Chronicle

Coming soon hopefully are roundups of the last month's worth of films that I haven't mentioned yet and a look at the upcoming Oscars. For now though, here's a pretty interesting superhero film that, much to my utter obliviousness at the time of writing, was directed by a South African director and largely shot in Cape Town. Who knew?


Also at Channel24 





What it's about

After discovering a mysterious artifact, three high schoolers gain super powers but it's not long before they find their lives spiraling out of control as they try to come to terms with their new found telekinetic abilities.

What we thought

Chronicle, the latest cinematic deconstruction of the superhero may strike those who are new to the genre as a true original, but for those of us weened on comics over the last quarter century – or avid film-goers who have already sat through Kick Ass, Watchmen, The Incredibles, Defendor, Super and Mystery Men - could tell you, there is nothing new or inventive about turning the superhero on its head.

Frankly, we're getting perilously close to the point where the truly revolutionary thing to do with these quintessential American myths would be to give them back their capes and their tights; to return to them the right to wear their underpants on the outside and to allow them to once again stand as larger-than-life metaphors for the best of human idealism. And yet, for all that Chronicle is far from original in its implicitly cynical attempts to bring the superhero down to our level, it is more than smart and engaging enough to justify its own existence.

Effectively, Chronicle has, as its premise, the exact opposite of the central conceit on which Kick Ass was based: rather than wondering, as Kick Ass did, why a normal flesh-and-blood human can't be a superhero, Chronicle wonders why someone with super powers would ever bother to become a superhero in the first place. Once again, original this ain't – think Spider-man before he learns the lesson that “with great power comes great responsibility” - but the teenage “heroes” of Chronicle don't use their new-found powers to help others, they use them to pull girls, improve their popularity and play silly pranks before realising, like Peter Parker before them, that their powers could influence their lives – and the lives of others - in far more profound ways.

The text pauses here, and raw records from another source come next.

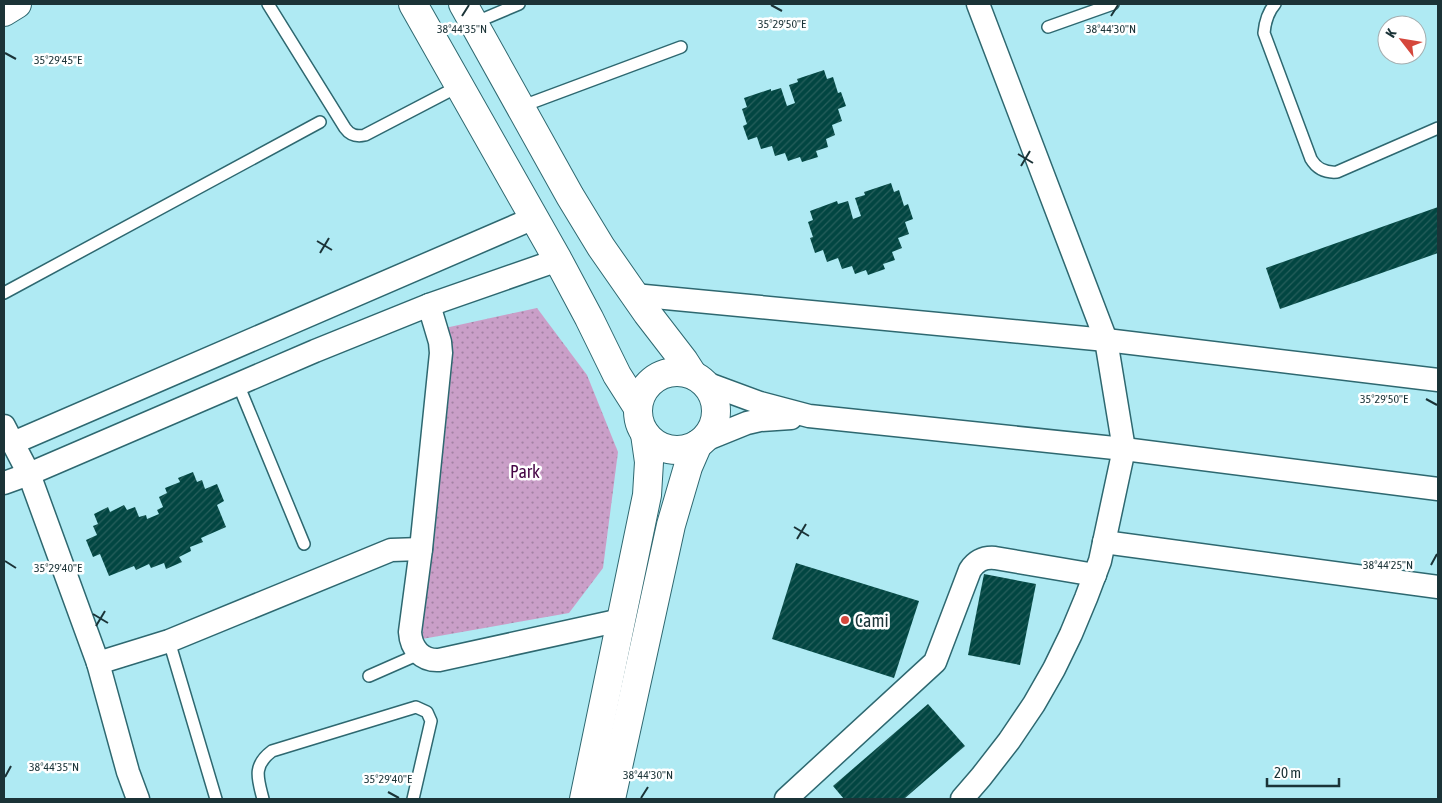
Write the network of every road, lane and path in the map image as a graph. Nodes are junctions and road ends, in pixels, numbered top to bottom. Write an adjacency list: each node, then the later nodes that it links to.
1 (17, 4): 8 (street)
2 (268, 4): 12 (lane)
3 (413, 4): 12 (street)
4 (520, 4): 9 (lane)
5 (978, 4): 21 (street)
6 (1113, 4): 10 (lane)
7 (1276, 4): 15 (lane)
8 (4, 12)
9 (469, 13): 13 (street)
10 (1048, 28)
11 (681, 47): 13 (lane)
12 (459, 86): 16 (street)
13 (520, 107): 19 (street)
14 (320, 122): 18 (lane)
15 (1438, 128)
16 (534, 218): 17 (street); 27 (street)
17 (558, 260): 20 (street); 25 (street)
18 (4, 293)
19 (634, 296): 21 (street); 22 (street)
20 (428, 305): 24 (street); 36 (street)
21 (1106, 340): 23 (street); 30 (street)
22 (698, 378): 25 (street); 26 (street); 29 (street)
23 (1438, 380)
24 (238, 384): 31 (street); 35 (lane)
25 (638, 408): 28 (street)
26 (809, 416): 29 (street); 30 (street)
27 (8, 434): 31 (street)
28 (645, 434): 29 (street); 39 (street)
29 (701, 442): 49 (street)
30 (1124, 449): 33 (street); 34 (street)
31 (29, 474): 32 (street); 42 (street)
32 (4, 482)
33 (1438, 489)
34 (1104, 542): 37 (street); 38 (street)
35 (304, 544)
36 (422, 548): 40 (street); 41 (street)
37 (1095, 575): 50 (street); 51 (street)
38 (1438, 587)
39 (622, 620): 41 (street); 48 (street)
40 (169, 641): 42 (street); 45 (lane)
41 (419, 654): 43 (lane)
42 (98, 663): 44 (street)
43 (369, 676)
44 (138, 799)
45 (216, 799)
46 (263, 799): 47 (lane)
47 (413, 799)
48 (584, 799)
49 (611, 799)
50 (786, 799)
51 (962, 799)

Chronicle's greatest strength then, lies not its originality or its premise, but in its exploration of three archetypal yet believable teenagers as it uses its paranormal trappings to shine a light on the real experience of being caught between childhood and adulthood. We have Steve (Michael B Jordan), the popular and likeable people-person who uses his powers with happy abandon, which stands in stark contrast to Matt (Alex Russell) whose level-headed sense of responsibility causes him to be more conservative with his powers, going so far as to limit how he and the other two should use them. And then there is Andrew (Dane DeHaan), our point of view character, whose toxic home-life and withdrawn, sullen personality are the perfect catalysts for his quickly evolving understanding of what “power” truly means.

As the film progresses, it does become more and more a conventional superhero/ supervillain origin story but it works specifically because it never loses sight of the three characters – all very well portrayed by novice actors – at the centre of its story. It's focus and emotional forthrightness are so impressive, in fact, that I am tempted to entirely forgive its failings and give it a higher score but its reliance on that increasingly tired and tiring storytelling device of the found-footage, faux-documentary does it no favours at all.

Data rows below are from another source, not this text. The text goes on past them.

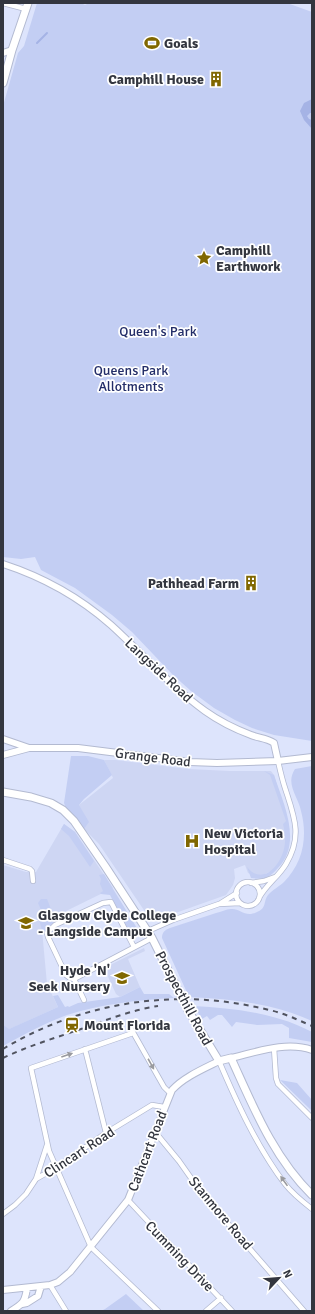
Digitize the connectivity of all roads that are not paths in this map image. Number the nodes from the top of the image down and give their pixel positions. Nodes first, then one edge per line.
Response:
1 (3, 3) edge
2 (27, 6) edge
3 (12, 50) junction
4 (3, 53) edge
5 (3, 83) edge
6 (3, 564) edge
7 (3, 739) edge
8 (29, 748) junction
9 (3, 755) edge
10 (312, 757) edge
11 (278, 761) junction
12 (3, 792) edge
13 (3, 860) edge
14 (276, 876) junction
15 (34, 881) dead end
16 (251, 883) junction
17 (237, 893) junction
18 (259, 898) junction
19 (240, 903) junction
20 (219, 904) junction
21 (148, 931) junction
22 (152, 938) junction
23 (134, 947) junction
24 (74, 979) junction
25 (84, 1000) dead end
26 (130, 1027) dead end
27 (134, 1033) junction
28 (274, 1048) junction
29 (85, 1049) junction
30 (312, 1050) edge
31 (231, 1058) junction
32 (219, 1061) junction
33 (170, 1093) junction
34 (164, 1107) junction
35 (312, 1118) edge
36 (155, 1132) junction
37 (106, 1133) junction
38 (47, 1144) junction
39 (57, 1167) junction
40 (36, 1179) junction
41 (312, 1195) edge
42 (128, 1200) junction
43 (312, 1209) edge
44 (3, 1214) edge
45 (91, 1247) junction
46 (50, 1285) junction
47 (41, 1286) junction
48 (27, 1288) junction
49 (3, 1290) edge
50 (221, 1298) junction
51 (22, 1304) junction
52 (11, 1311) edge
53 (66, 1311) edge
54 (158, 1311) edge
55 (206, 1311) edge
56 (232, 1311) edge
57 (304, 1311) edge

1 - 2 street
2 - 3 main road
3 - 4 street
3 - 5 main road
6 - 11 street, Langside Road
7 - 8 street, Grange Road
8 - 9 street, Grange Road
8 - 11 street, Grange Road
10 - 11 street
11 - 14 street
12 - 21 main road, Prospecthill Road
13 - 15 street
14 - 16 street
14 - 18 street
16 - 17 street
16 - 18 street
17 - 19 street
17 - 20 street
18 - 19 street
19 - 20 street
20 - 21 street
21 - 22 main road, Prospecthill Road
22 - 23 street
22 - 32 main road, Prospecthill Road, bridge
23 - 24 street
23 - 24 street
24 - 25 street
26 - 27 street
27 - 29 street
27 -> 33 street
28 - 30 street, Cathcart Road
28 - 31 street, Cathcart Road
28 - 35 street
29 - 37 street
38 -> 29 street
31 - 32 main road, Cathcart Road
31 - 41 main road
32 - 33 street, Cathcart Road
43 -> 32 street
33 - 34 street, Cathcart Road
34 - 36 street, Cathcart Road
34 - 37 street, Clincart Road
36 - 42 street, Cathcart Road
36 - 57 street, Stanmore Road
37 - 39 street, Clincart Road
38 - 39 street
38 - 40 street
39 - 40 street, Clincart Road
39 - 45 street
40 - 44 street, Clincart Road
42 - 45 street, Cathcart Road
42 - 50 street, Cumming Drive
45 - 46 street, Cathcart Road
45 - 54 street
46 - 47 street, Cathcart Road
46 - 53 street
47 - 48 street, Cathcart Road
47 - 51 street
48 - 49 street, Cathcart Road
48 - 51 street
50 - 55 street
50 - 56 street, Cumming Drive
51 - 52 street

However much it may be nice to see this device used for something other than a horror film and however much it can be argued that there are points in the story that call for the voyeuristic nature of the hand-held, home-video camera, it's ultimately far too distracting and far too annoying to ever truly obscure the simple fact that the film would have worked far better using a far more conventional style of shooting. Its story and its characters are good enough – additional gimmicks do nothing but obscure the film's otherwise potent emotional power.